Al hacer la clasificación del material que más despertaba su interés, Bruno leyó a saltos algunos párrafos en los que se aludía a una cierta tendencia a la introversión, al alcoholismo. Se caracterizaba a Ocaranza como a alguien obsesionado con las causas perdidas, las cosas sin remedio, los paisajes pútridos y la acumulación de todos los detritos. No se advertía que las adjetivaciones podrían ser meras apreciaciones subjetivas de los delatores, hipótesis de trabajo de los espías puestas al capricho para obviar, en caso de ratificaciones verbales, circunloquios descriptivos. Musarañas. ¿Qué eran musarañas? ¿Por qué esa palabra suelta, anotada al margen?
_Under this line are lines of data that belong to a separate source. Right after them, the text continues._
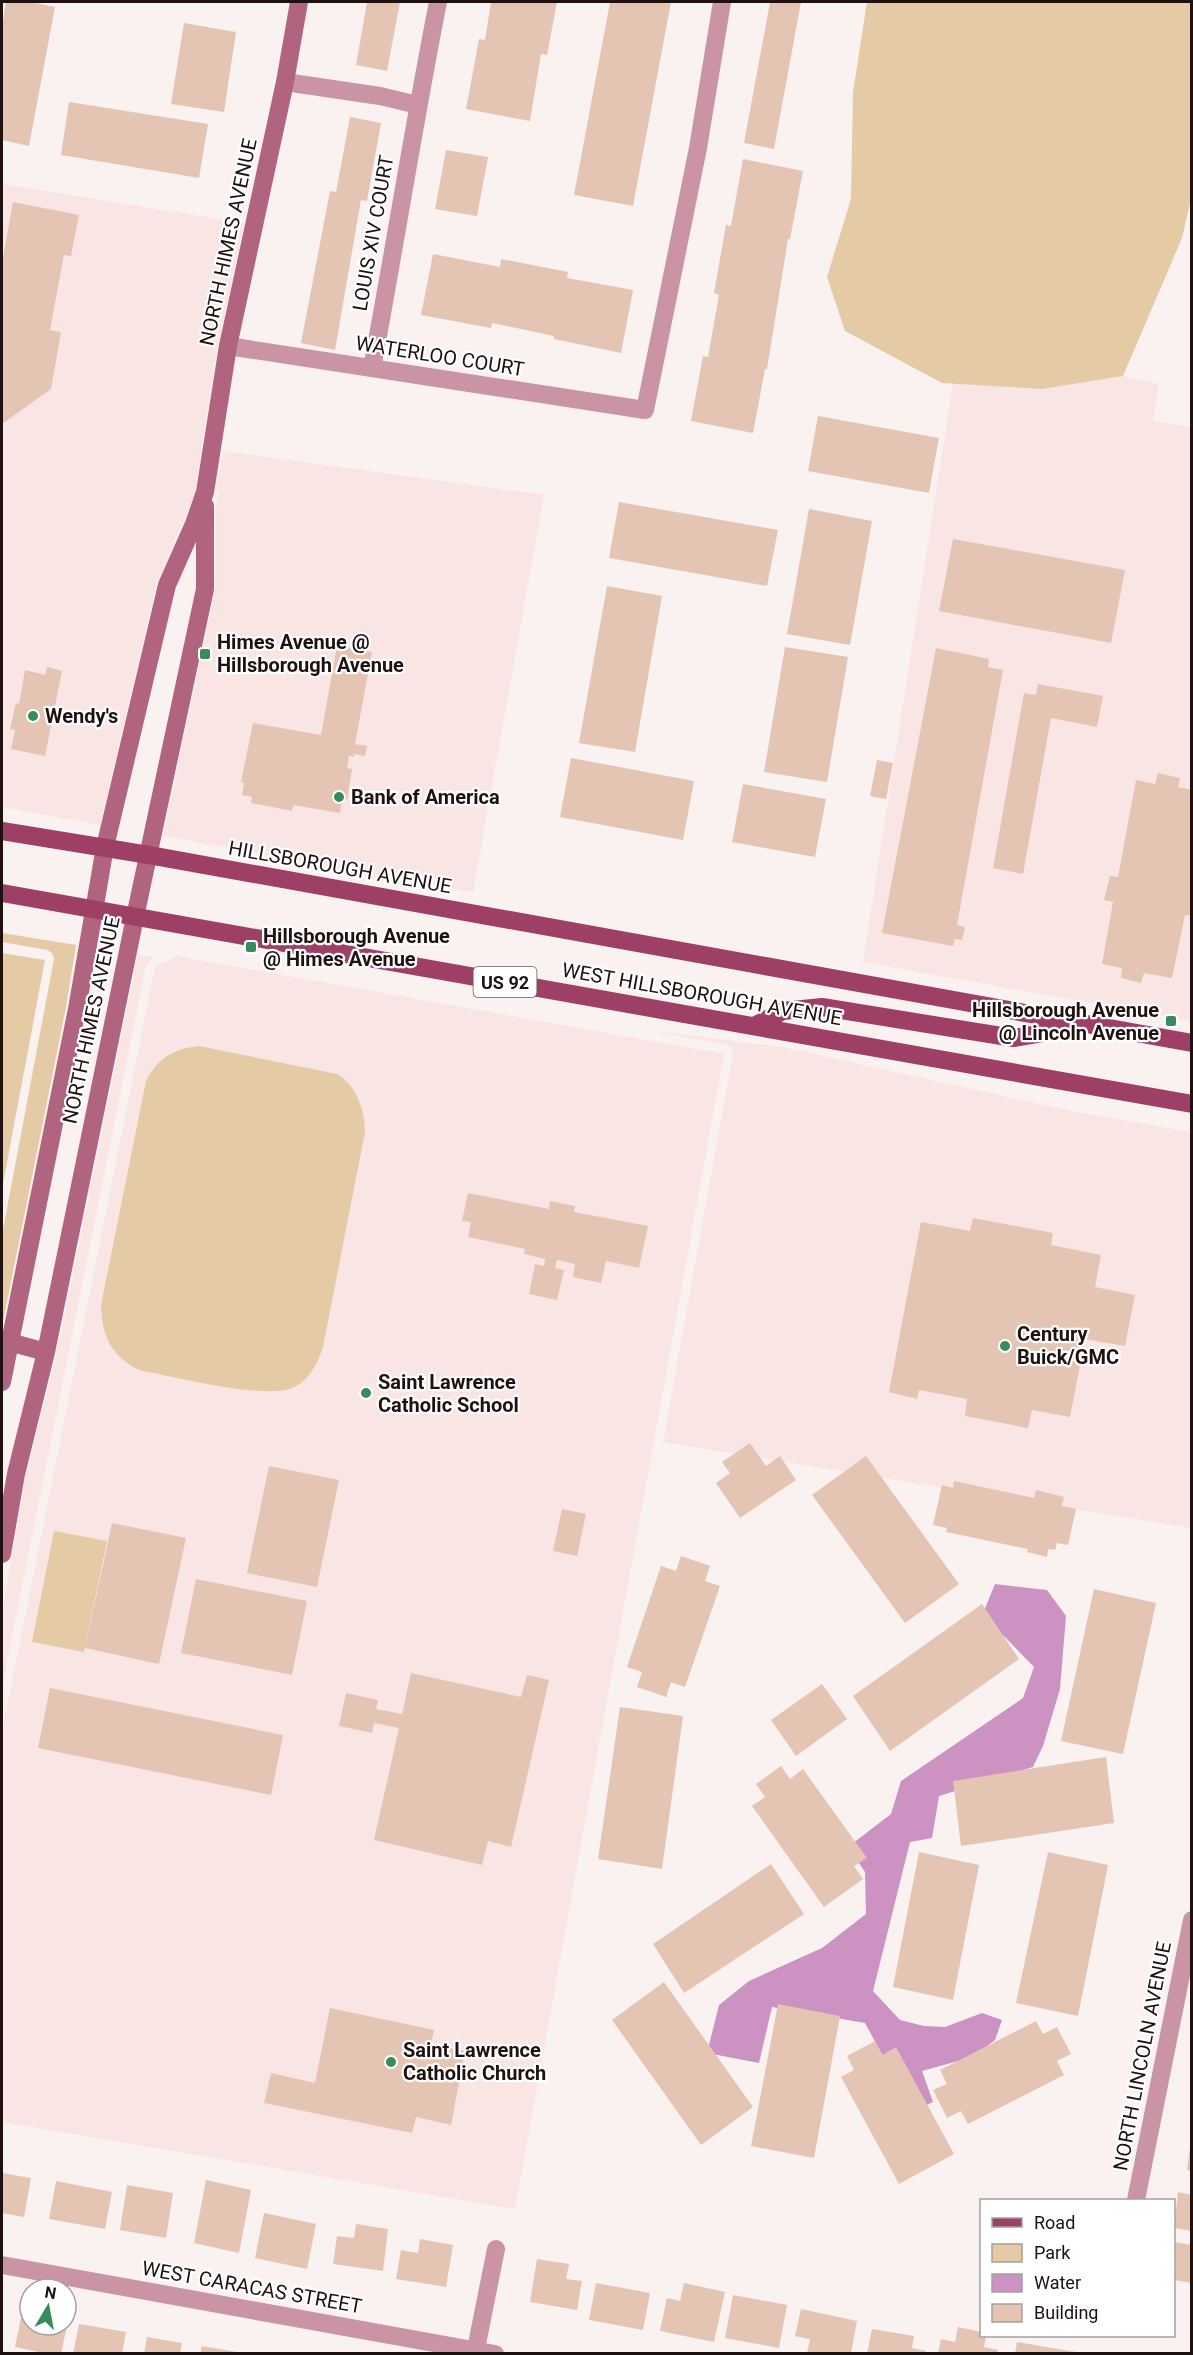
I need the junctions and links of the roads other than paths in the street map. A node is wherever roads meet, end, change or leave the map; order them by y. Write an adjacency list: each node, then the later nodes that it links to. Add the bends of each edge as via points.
1 (299, 2): 4 (street, NORTH HIMES AVENUE)
2 (438, 2): 5 (street, LOUIS XIV COURT)
3 (722, 2): 7 (street, WATERLOO COURT, via 698,148 645,410)
4 (285, 82): 5 (street); 6 (street, NORTH HIMES AVENUE)
5 (417, 105): 7 (street, LOUIS XIV COURT, via 399,228)
6 (228, 346): 7 (street, WATERLOO COURT); 8 (street, NORTH HIMES AVENUE)
7 (372, 368)
8 (205, 492): 10 (street, NORTH HIMES AVENUE, via 167,585); 11 (street, NORTH HIMES AVENUE, via 205,589)
9 (2, 831): 10 (main road, HILLSBOROUGH AVENUE)
10 (105, 847): 11 (main road, HILLSBOROUGH AVENUE); 13 (street, NORTH HIMES AVENUE)
11 (149, 855): 14 (street, NORTH HIMES AVENUE); 15 (main road, HILLSBOROUGH AVENUE)
12 (2, 893): 13 (main road, US 92)
13 (93, 910): 14 (main road, US 92); 20 (street, NORTH HIMES AVENUE, via 77,1009)
14 (135, 917): 17 (main road, WEST HILLSBOROUGH AVENUE / US 92); 21 (street, NORTH HIMES AVENUE)
15 (671, 950): 16 (main road, WEST HILLSBOROUGH AVENUE)
16 (1093, 1025): 17 (main road, via 1014,1038 822,1007 783,1011); 18 (main road, WEST HILLSBOROUGH AVENUE)
17 (754, 1026): 19 (main road, WEST HILLSBOROUGH AVENUE / US 92)
18 (1191, 1043)
19 (1191, 1104)
20 (9, 1342): 21 (street); 22 (street, NORTH HIMES AVENUE)
21 (46, 1352): 23 (street, NORTH HIMES AVENUE)
22 (2, 1382)
23 (9, 1473): 24 (street, NORTH HIMES AVENUE)
24 (2, 1554)
25 (1191, 1920): 26 (street, NORTH LINCOLN AVENUE)
26 (1136, 2199)
27 (496, 2249): 29 (street)
28 (2, 2265): 29 (street, WEST CARACAS STREET)
29 (476, 2352): 30 (street, WEST CARACAS STREET)
30 (495, 2354)

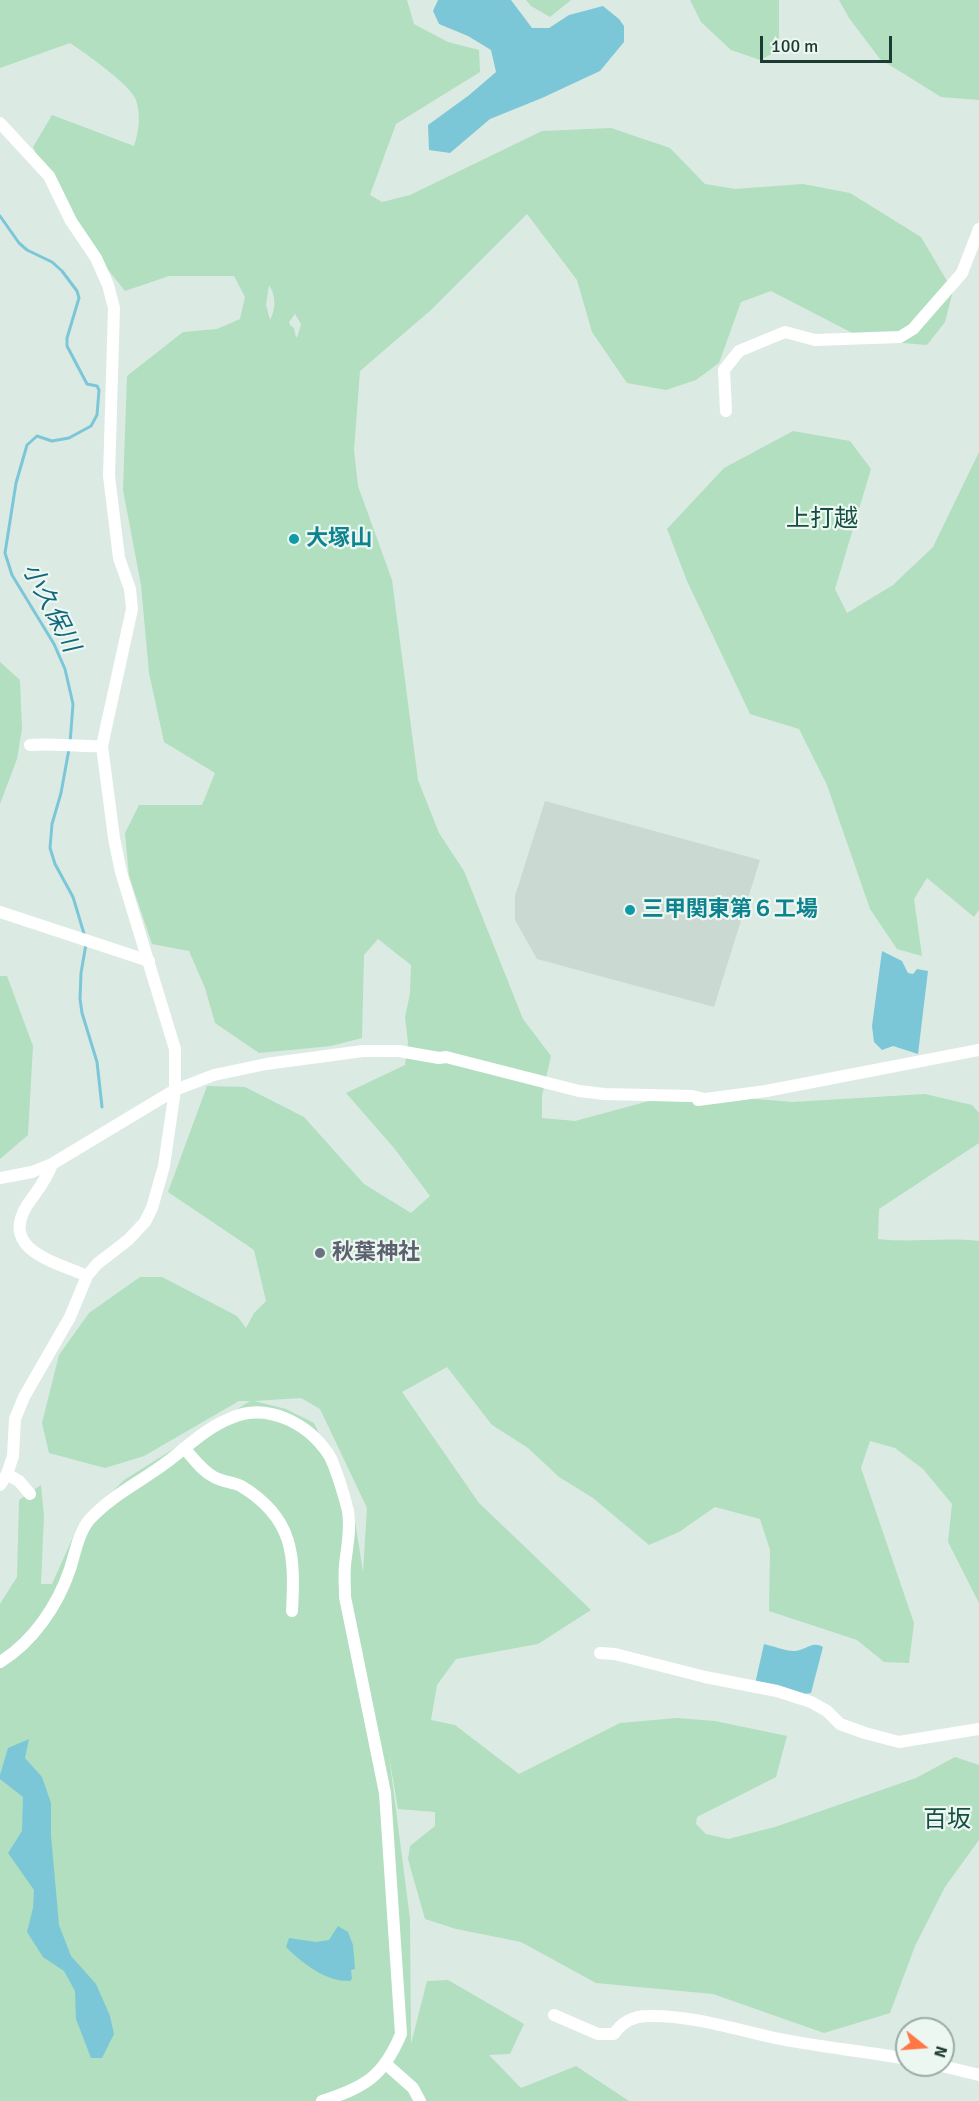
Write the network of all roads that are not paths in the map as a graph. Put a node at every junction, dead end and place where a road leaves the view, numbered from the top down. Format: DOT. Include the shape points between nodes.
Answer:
graph roads {
  1 [pos="0,123"];
  2 [pos="979,229"];
  3 [pos="726,411"];
  4 [pos="30,744"];
  5 [pos="102,746"];
  6 [pos="0,912"];
  7 [pos="149,961"];
  8 [pos="979,1050"];
  9 [pos="175,1090"];
  10 [pos="52,1164"];
  11 [pos="0,1178"];
  12 [pos="87,1276"];
  13 [pos="184,1448"];
  14 [pos="3,1480"];
  15 [pos="30,1494"];
  16 [pos="292,1611"];
  17 [pos="600,1653"];
  18 [pos="0,1662"];
  19 [pos="979,1729"];
  20 [pos="554,2015"];
  21 [pos="895,2057"];
  22 [pos="386,2064"];
  23 [pos="955,2069"];
  24 [pos="979,2074"];
  25 [pos="322,2101"];
  26 [pos="420,2101"];
  1 -- 5 [label="street" via="49,176 70,221 96,258 114,308 109,476 119,558 130,589 132,609"];
  2 -- 3 [label="street" via="962,273 913,329 900,337 823,340 785,332 739,351 724,370"];
  4 -- 5 [label="street"];
  5 -- 7 [label="street" via="121,872"];
  6 -- 7 [label="street"];
  7 -- 9 [label="street" via="175,1049"];
  8 -- 9 [label="street" via="766,1091 671,1102 590,1099 549,1092 439,1058 399,1051 363,1051 243,1068"];
  9 -- 10 [label="street"];
  9 -- 12 [label="street" via="164,1166 152,1208 128,1240"];
  10 -- 11 [label="street"];
  10 -- 12 [label="street" via="17,1223 17,1232 44,1260"];
  12 -- 14 [label="street" via="70,1317 24,1397 15,1419 13,1456"];
  13 -- 16 [label="street" via="206,1472 238,1485 277,1517 292,1555"];
  13 -- 18 [label="street" via="89,1520 56,1602 32,1634"];
  13 -- 22 [label="street" via="233,1416 270,1413 303,1426 316,1439 330,1456 343,1494 349,1528 345,1597 377,1747 387,1816 401,2034"];
  14 -- 15 [label="street" via="19,1481"];
  17 -- 19 [label="street" via="777,1691 827,1710 840,1724 899,1742"];
  20 -- 21 [label="street" via="598,2034 614,2034 629,2020 667,2017"];
  22 -- 25 [label="street" via="357,2088"];
  22 -- 26 [label="street" via="413,2088"];
  23 -- 24 [label="street"];
}
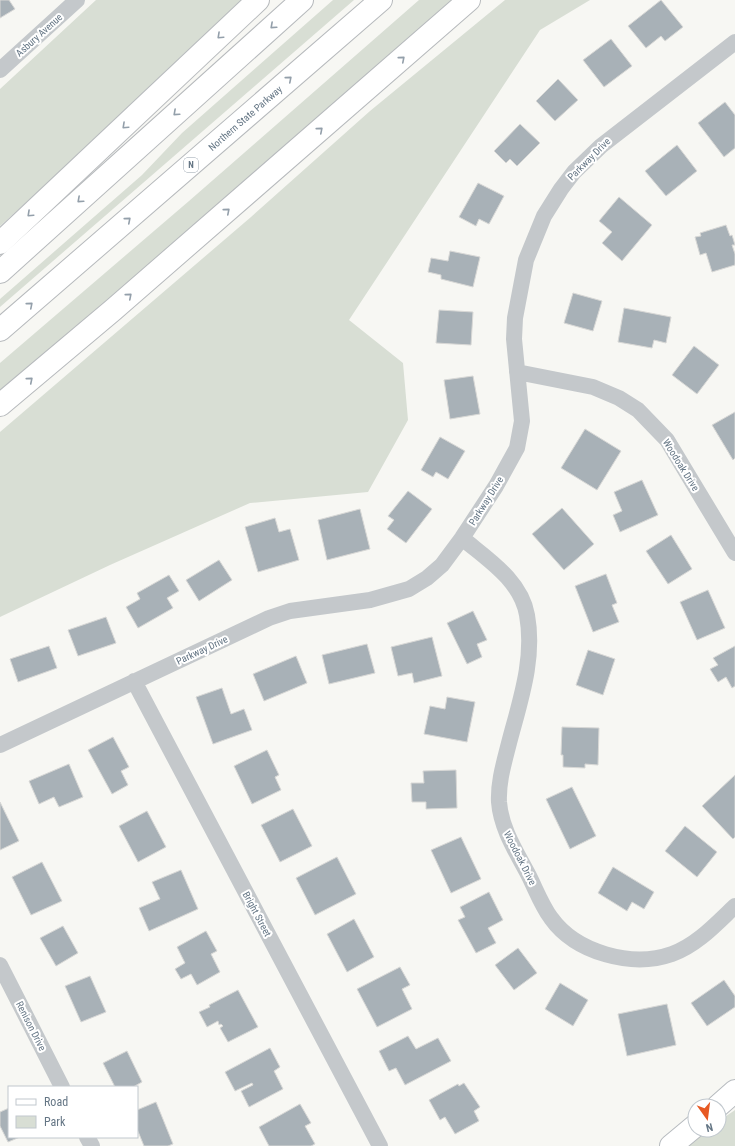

Bruno apuntó también la palabra anedonia y la explicación subsiguiente: incapacidad de experimentar el goce. ¿O debe escribirse anhedonia? La idea opuesta al concepto de hedonismo la extrajo de unas anotaciones borroneadas en las últimas páginas en blanco de una libreta y al pie, en letra manuscrita del profesor Ocaranza: sólo he estado enamorado dos o tres veces en mi vida, me casé dos o tres veces, pero nunca con la mujer de la cual estaba enamorado.

 

III

 

El anonimato del libro le permitiría expresarse con más desinhibición y libertad que de costumbre. Era la forma perfecta de ocultarse y emitir sin temores sus opiniones y sus condenas. Lo único que temía era que al trasponer los hechos inferidos de las declaraciones que salían de los expedientes de pronto se banalizaran si los fraseaba de manera muy correcta, si ordenaba todo el material respetando las reglas de la más elemental y convencional puntuación, sin repetir las mismas palabras. Se hizo de un diccionario de sinónimos, contrarios, acepciones, voces técnicas y especializadas, americanismos de la lengua española; acudió a una enciclopedia “ideológica” del idioma, que luego resultó ser efectivamente ideológica, y su único afán entonces fue no pensar en los posibles lectores, o por lo menos no en un lector particular, concreto, suspicaz, un ser vivo identificado y sardónico. Al fin y al cabo, de esa manera, al protegerse bajo el anonimato, eludiría la burla, el sarcasmo, la mala leche con la que lo mirarían halagándolo en el caso de confesarse autor de la obra. Sin embargo, abrigaba el temor de que alguien lo identificara, y por ello utilizaba palabras y estructuras propias del castellano peninsular o conosureño para así despistar a los posibles estilistas o lingüistas metidos a detectives de la letra que intentaran descifrar, por el ritmo de sus frases, por la respiración de sus párrafos, por el tamaño de sus diálogos y su organización con guiones y comillas, el texto del probable pergeñador del mamotreto. Pero lo hacía por dinero, eso estaba claro. De la misma manera hubiera aceptado escribir otro infundio de otra tendencia contra otros enemigos de otro signo y color, al fin y al cabo —pensaba, creía estar convencido— a él la política le interesaba muy poco. Lo que sí le fascinaba, y no tenía empacho en admitirlo, era su incurable grafomanía, su inevitable tendencia a poner por escrito cuanta palabra le pasaba por la cabeza; ya cortaría después, ya amputaría páginas y párrafos por entero si de algún modo se extraviaban en una oscuridad no intencional.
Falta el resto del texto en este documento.